◆ **WORK INSTRUCTION**
From the first line to the last, print the records exactly.

◆ **Stored data entries**
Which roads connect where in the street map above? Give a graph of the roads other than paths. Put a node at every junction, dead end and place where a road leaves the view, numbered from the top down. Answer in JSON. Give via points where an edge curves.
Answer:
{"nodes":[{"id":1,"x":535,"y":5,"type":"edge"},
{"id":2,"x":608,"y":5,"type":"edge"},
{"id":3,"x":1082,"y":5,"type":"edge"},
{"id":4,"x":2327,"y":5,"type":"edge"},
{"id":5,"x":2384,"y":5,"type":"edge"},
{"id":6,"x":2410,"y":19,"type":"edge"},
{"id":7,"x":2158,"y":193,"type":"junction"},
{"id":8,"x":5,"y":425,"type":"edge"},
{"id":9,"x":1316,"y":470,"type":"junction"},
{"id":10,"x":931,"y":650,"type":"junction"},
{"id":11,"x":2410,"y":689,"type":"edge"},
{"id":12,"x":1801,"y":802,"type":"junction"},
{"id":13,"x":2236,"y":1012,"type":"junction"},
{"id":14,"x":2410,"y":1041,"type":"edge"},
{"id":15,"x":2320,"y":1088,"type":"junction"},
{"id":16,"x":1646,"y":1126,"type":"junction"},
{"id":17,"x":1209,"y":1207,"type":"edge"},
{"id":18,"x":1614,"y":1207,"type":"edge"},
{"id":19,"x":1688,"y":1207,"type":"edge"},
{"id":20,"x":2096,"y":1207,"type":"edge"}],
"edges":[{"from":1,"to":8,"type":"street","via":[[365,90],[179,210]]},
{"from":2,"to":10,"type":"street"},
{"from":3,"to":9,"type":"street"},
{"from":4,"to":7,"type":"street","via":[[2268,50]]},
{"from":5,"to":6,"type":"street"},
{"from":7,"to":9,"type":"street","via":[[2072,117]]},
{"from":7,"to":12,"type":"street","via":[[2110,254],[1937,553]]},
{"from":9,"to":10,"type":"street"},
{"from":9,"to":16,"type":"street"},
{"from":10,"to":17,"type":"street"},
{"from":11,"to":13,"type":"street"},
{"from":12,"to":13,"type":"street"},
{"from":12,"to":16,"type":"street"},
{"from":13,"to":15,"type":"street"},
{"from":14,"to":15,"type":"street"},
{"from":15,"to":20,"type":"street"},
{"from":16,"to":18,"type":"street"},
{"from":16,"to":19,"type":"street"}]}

◆ **SOLUTION**
Which roads connect where in the street map above? Give a graph of the roads other than paths. Put a node at every junction, dead end and place where a road leaves the view, numbered from the top down. Answer in JSON. Give via points where an edge curves.
Answer:
{"nodes":[{"id":1,"x":535,"y":5,"type":"edge"},
{"id":2,"x":608,"y":5,"type":"edge"},
{"id":3,"x":1082,"y":5,"type":"edge"},
{"id":4,"x":2327,"y":5,"type":"edge"},
{"id":5,"x":2384,"y":5,"type":"edge"},
{"id":6,"x":2410,"y":19,"type":"edge"},
{"id":7,"x":2158,"y":193,"type":"junction"},
{"id":8,"x":5,"y":425,"type":"edge"},
{"id":9,"x":1316,"y":470,"type":"junction"},
{"id":10,"x":931,"y":650,"type":"junction"},
{"id":11,"x":2410,"y":689,"type":"edge"},
{"id":12,"x":1801,"y":802,"type":"junction"},
{"id":13,"x":2236,"y":1012,"type":"junction"},
{"id":14,"x":2410,"y":1041,"type":"edge"},
{"id":15,"x":2320,"y":1088,"type":"junction"},
{"id":16,"x":1646,"y":1126,"type":"junction"},
{"id":17,"x":1209,"y":1207,"type":"edge"},
{"id":18,"x":1614,"y":1207,"type":"edge"},
{"id":19,"x":1688,"y":1207,"type":"edge"},
{"id":20,"x":2096,"y":1207,"type":"edge"}],
"edges":[{"from":1,"to":8,"type":"street","via":[[365,90],[179,210]]},
{"from":2,"to":10,"type":"street"},
{"from":3,"to":9,"type":"street"},
{"from":4,"to":7,"type":"street","via":[[2268,50]]},
{"from":5,"to":6,"type":"street"},
{"from":7,"to":9,"type":"street","via":[[2072,117]]},
{"from":7,"to":12,"type":"street","via":[[2110,254],[1937,553]]},
{"from":9,"to":10,"type":"street"},
{"from":9,"to":16,"type":"street"},
{"from":10,"to":17,"type":"street"},
{"from":11,"to":13,"type":"street"},
{"from":12,"to":13,"type":"street"},
{"from":12,"to":16,"type":"street"},
{"from":13,"to":15,"type":"street"},
{"from":14,"to":15,"type":"street"},
{"from":15,"to":20,"type":"street"},
{"from":16,"to":18,"type":"street"},
{"from":16,"to":19,"type":"street"}]}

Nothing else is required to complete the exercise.